Segundo uma fonte, ainda que um acionista qualquer pudesse alegar excesso de caixa para não subscrever as ações, essa condição não está prevista em contrato como requisito para a realização do aporte prometido.

Consultada, a BNDESPar respondeu por escrito que "não está inadimplente". Segundo a estatal, o contrato prevê que o dinheiro aportado por ela deve se destinar "exclusivamente à execução do plano de negócios da companhia". Os R$ 90 milhões não foram subscritos agora porque, "por decisões estratégicas da administração do CTC, verificou-se que as disponibilidades da companhia seriam suficientes para fazer frente às necessidades de caixa para o exercício".

A BNDESPar não esclareceu, contudo, por que seu representante no conselho de administração do CTC votou a favor do aumento de capital em dezembro de 2016 – quando a alta disponibilidade de caixa da empresa já era conhecida -, o que seria um indicativo de que a mudança de decisão ocorreu depois disso.

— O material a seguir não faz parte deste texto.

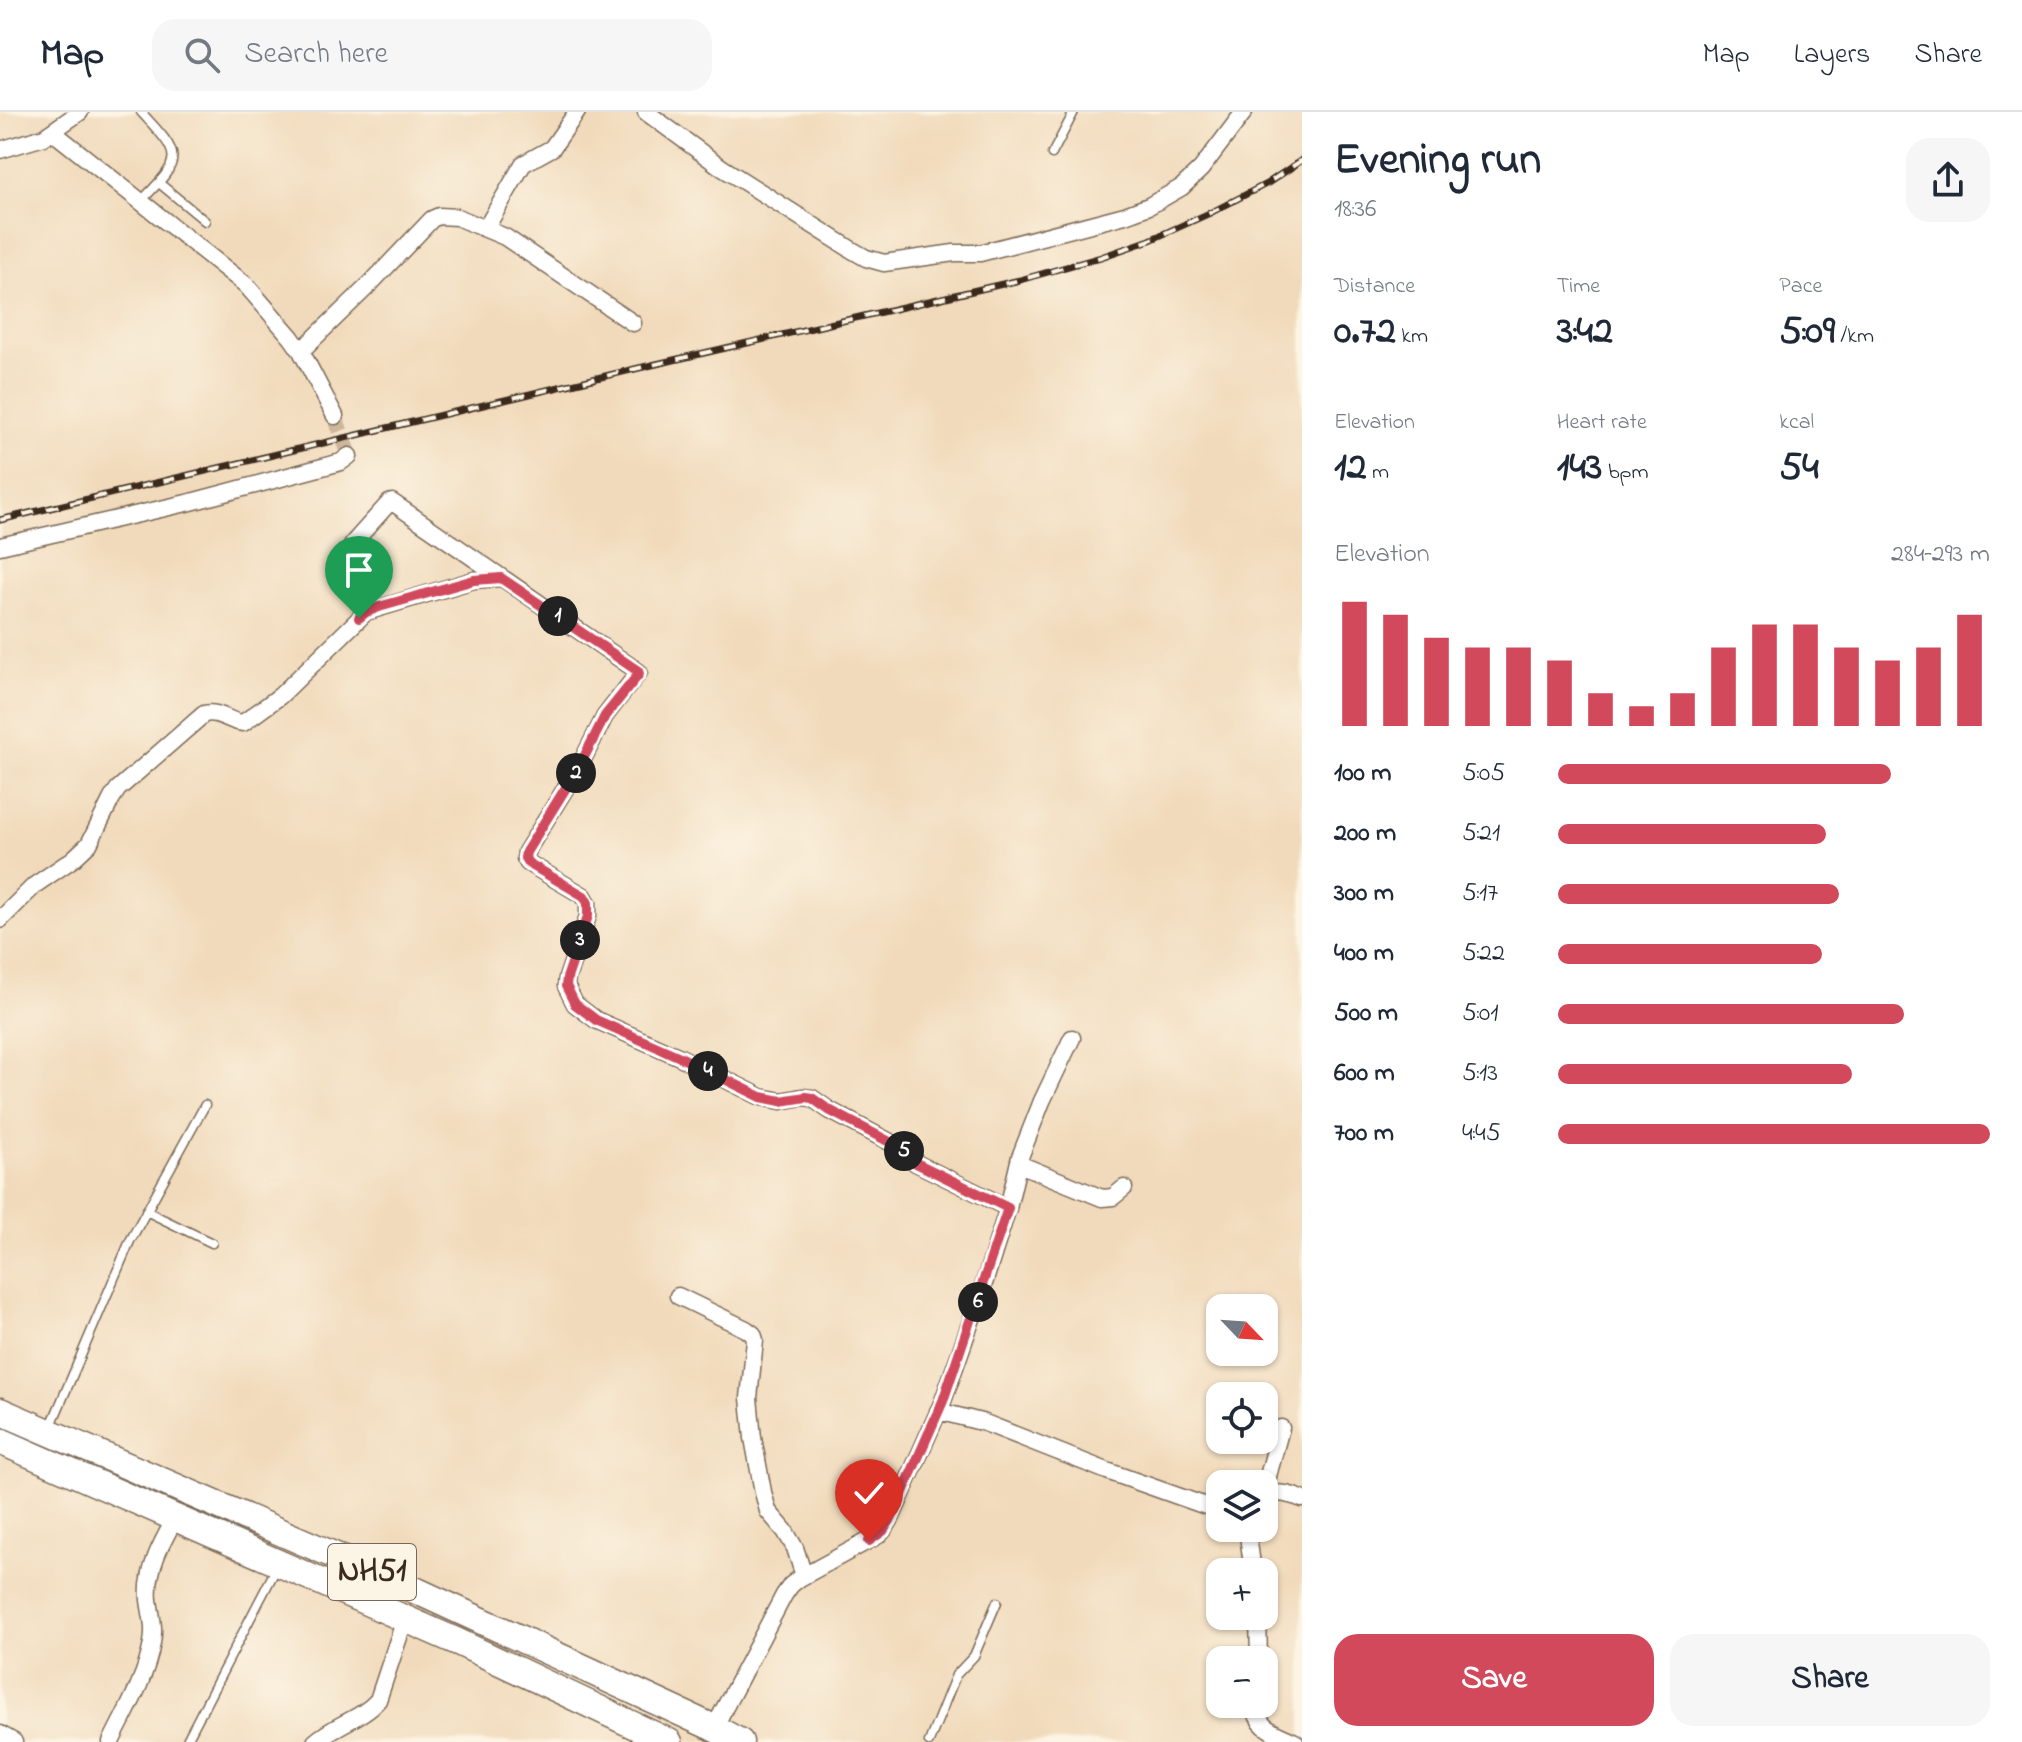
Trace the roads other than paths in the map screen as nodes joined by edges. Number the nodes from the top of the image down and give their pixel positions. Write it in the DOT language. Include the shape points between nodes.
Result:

O CTC encerrou o ano fiscal de 2017, em março, com R$ 285 milhões em caixa e aplicações, sendo que um empréstimo da Finep contribuiu para elevar o saldo em 2016. Nos últimos dois exercícios sociais, investiu R$ 54 milhões e R$ 66 milhões, respectivamente. A cifra é inferior aos R$ 100 milhões por ano desembolsados no biênio anterior.

Também por escrito, o CTC disse que a BNDESPar não subscreveu a última tranche do aumento de capital "devido a questões relativas ao contrato e que estão sendo discutidas". A expectativa da empresa é que a subscrição "ocorra nos próximos meses".

Segundo o CTC, a queda no volume de investimentos se deve ao fato de que, entre 2014 e 2015, houve a "construção da planta demonstração da tecnologia de produção de etanol celulósico, na Usina São Manoel, bem como a construção de laboratórios".

A empresa argumenta ainda que aumentou a eficiência no uso dos recursos de pesquisa e desenvolvimento (P&D), "com especial destaque para a construção de um portfólio de variedades de cana geneticamente modificadas". Em junho, a CTNBio aprovou o uso comercial de uma cana-de-açúcar transgênica do CTC, a primeira liberação do tipo no mundo.

A companhia disse que mantém recursos em caixa compatíveis os investimentos previstos em seu plano de negócios, que é atualizado anualmente e aprovado pelo conselho, mas sigiloso. Um dos principais projetos conhecidos é o de desenvolver sementes de cana.